Por eso creo que si hoy hay una sociedad que tiene el deber, ante todo por una cuestión genética, de ejercer una ciudadanía bajo el lema de la no indiferencia hacia lo humano, somos nosotros. Si no nos queremos traicionarnos a nosotros mismos.
¿Hay pueblos que pueden permitirse ser indiferentes? Creo que no, pero nosotros menos aún, porque somos los herederos directos de la cultura clásica y cristiana, y cuando no tenemos «pietas» caemos en una contradicción flagrante con nuestra esencia. Y nos sentimos mal. Nos volvemos malos.
Sentir piedad por el sufrimiento ajeno es el rasgo más noble de un ser humano. Ser ciudadanos, en el sentido moral y no solo geográfico del término, significa ser lo contrario de indiferentes. Significa tomar parte, participar, ayudar. Significa mirar, salvar, salir al descubierto y estrechar la mano que se nos tiende. Sobre todo la mano de quien está lejos, sumido en el caos, castigado por la barbarie, a merced del horror de la violencia y de la muerte.
«I care» es el lema intraducible de los mejores jóvenes estadounidenses. «Me importa, me importa mucho». Y es exactamente lo contrario del lema fascista «Me da igual».
Hoy en día, las neurociencias nos enseñan que la empatía está estrechamente relacionada con la naturaleza humana universal. Si le sonríes a un bebé, es muy probable que él también te sonría; si tienes diez bebés en una habitación de hospital y uno de ellos empieza a llorar, es probable que los demás también los demás también lo hagan. Lo mismo ocurre con nosotros, los adultos, que al entrar en un ambiente nervioso o sereno, nos adaptamos instintivamente a él.

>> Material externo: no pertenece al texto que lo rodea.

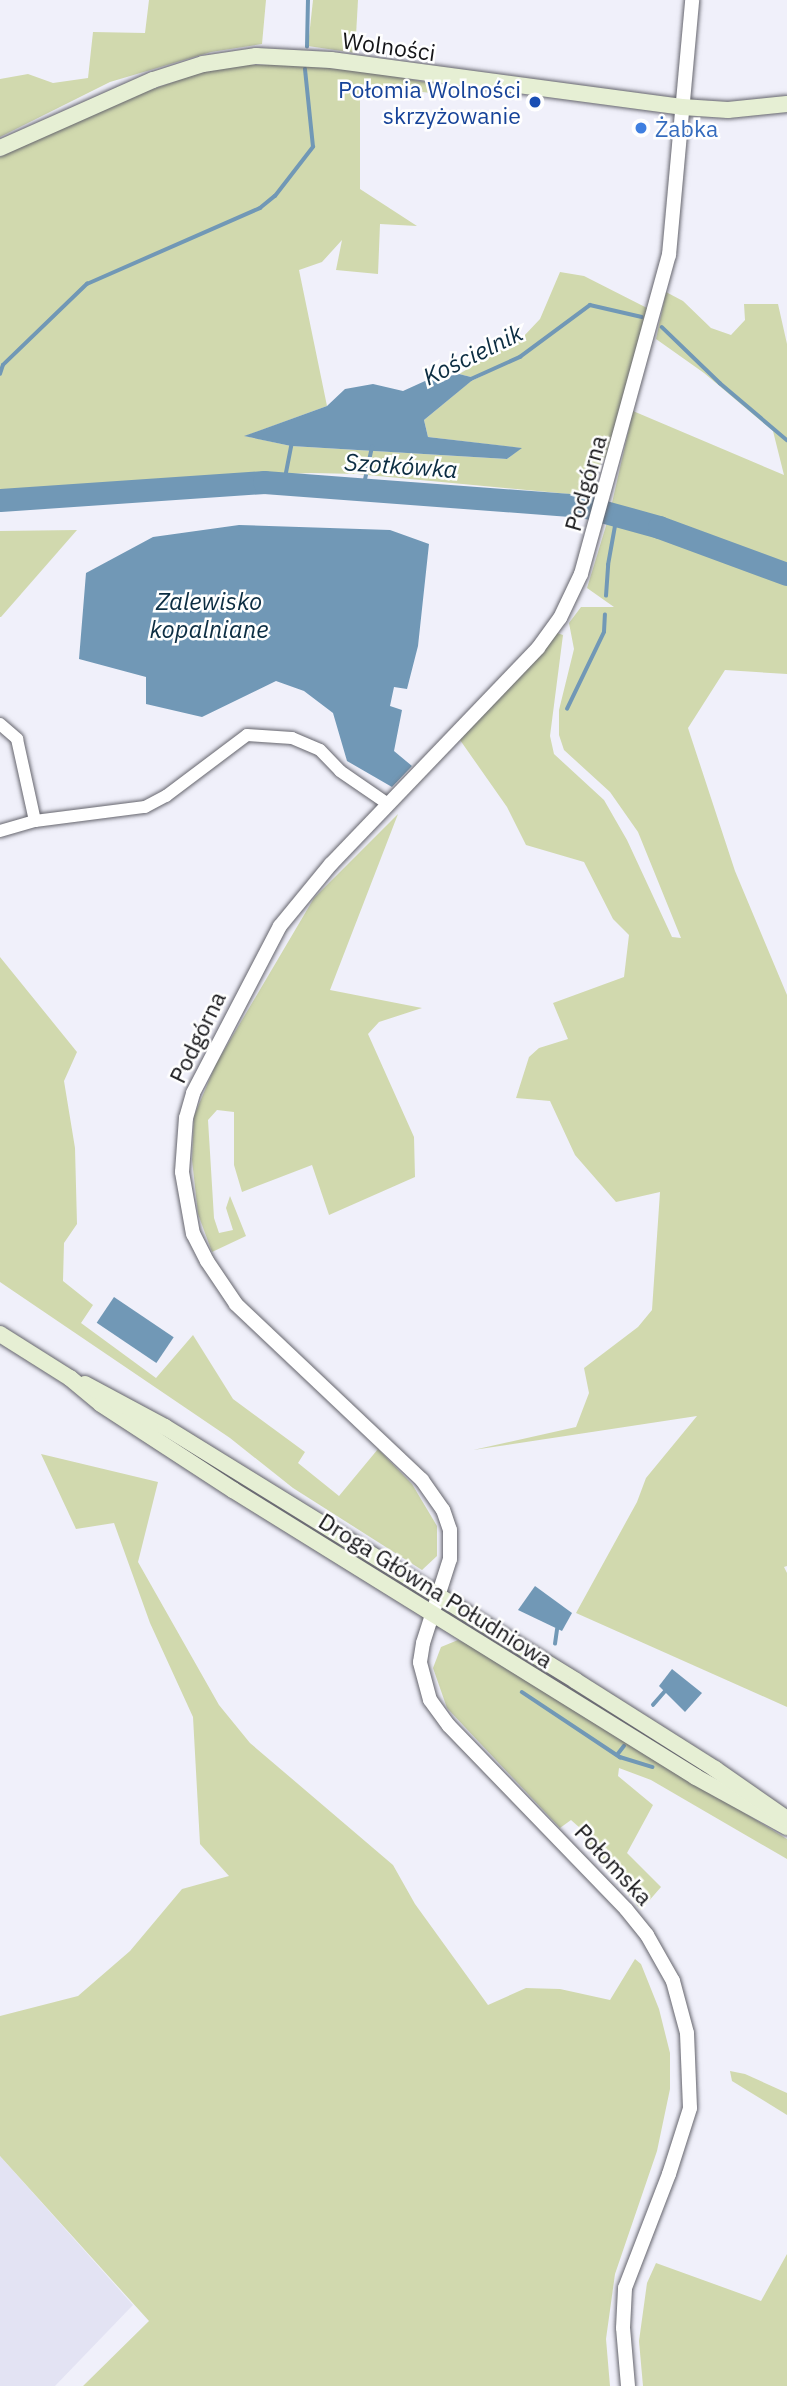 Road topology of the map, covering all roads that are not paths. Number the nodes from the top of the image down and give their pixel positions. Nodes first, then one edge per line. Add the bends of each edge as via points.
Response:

No lo pensamos, la condición surge por sí sola, porque somos contagiosos no solo biológicamente, sino también emocionalmente: podemos recibir y transmitir no solo virus y bacterias, sino también emociones y sentimientos.
El descubrimiento de las «neuronas espejo» demuestra que en nosotros existe una predisposición natural a identificarnos con el otro, a ver que el otro es «como yo». Por lo tanto, si lo veo realizar un gesto o sufrirlo, empiezo a sentir dentro de mí sus mismas emociones. Me identifico con él, su pathos se convierte en mi pathos. Así, también su dolor se convierte en el nuestro, la muerte de una parte de nosotros.
Por eso algunos nos encontramos en frente del Ayuntamiento de Vic (Barcelona) el viernes 19 de septiembre a la tarde: era para solidarizarnos, haciéndolo en nombre de la mejor ciudadanía, la que sabe transmitir emociones y sentimientos positivos, y sobre todo en nombre de los que sufren en carne propia el genocidio en curso en Gaza.
Pero en el fondo, también, en nombre de aquella “pietas” que nos hace humanos.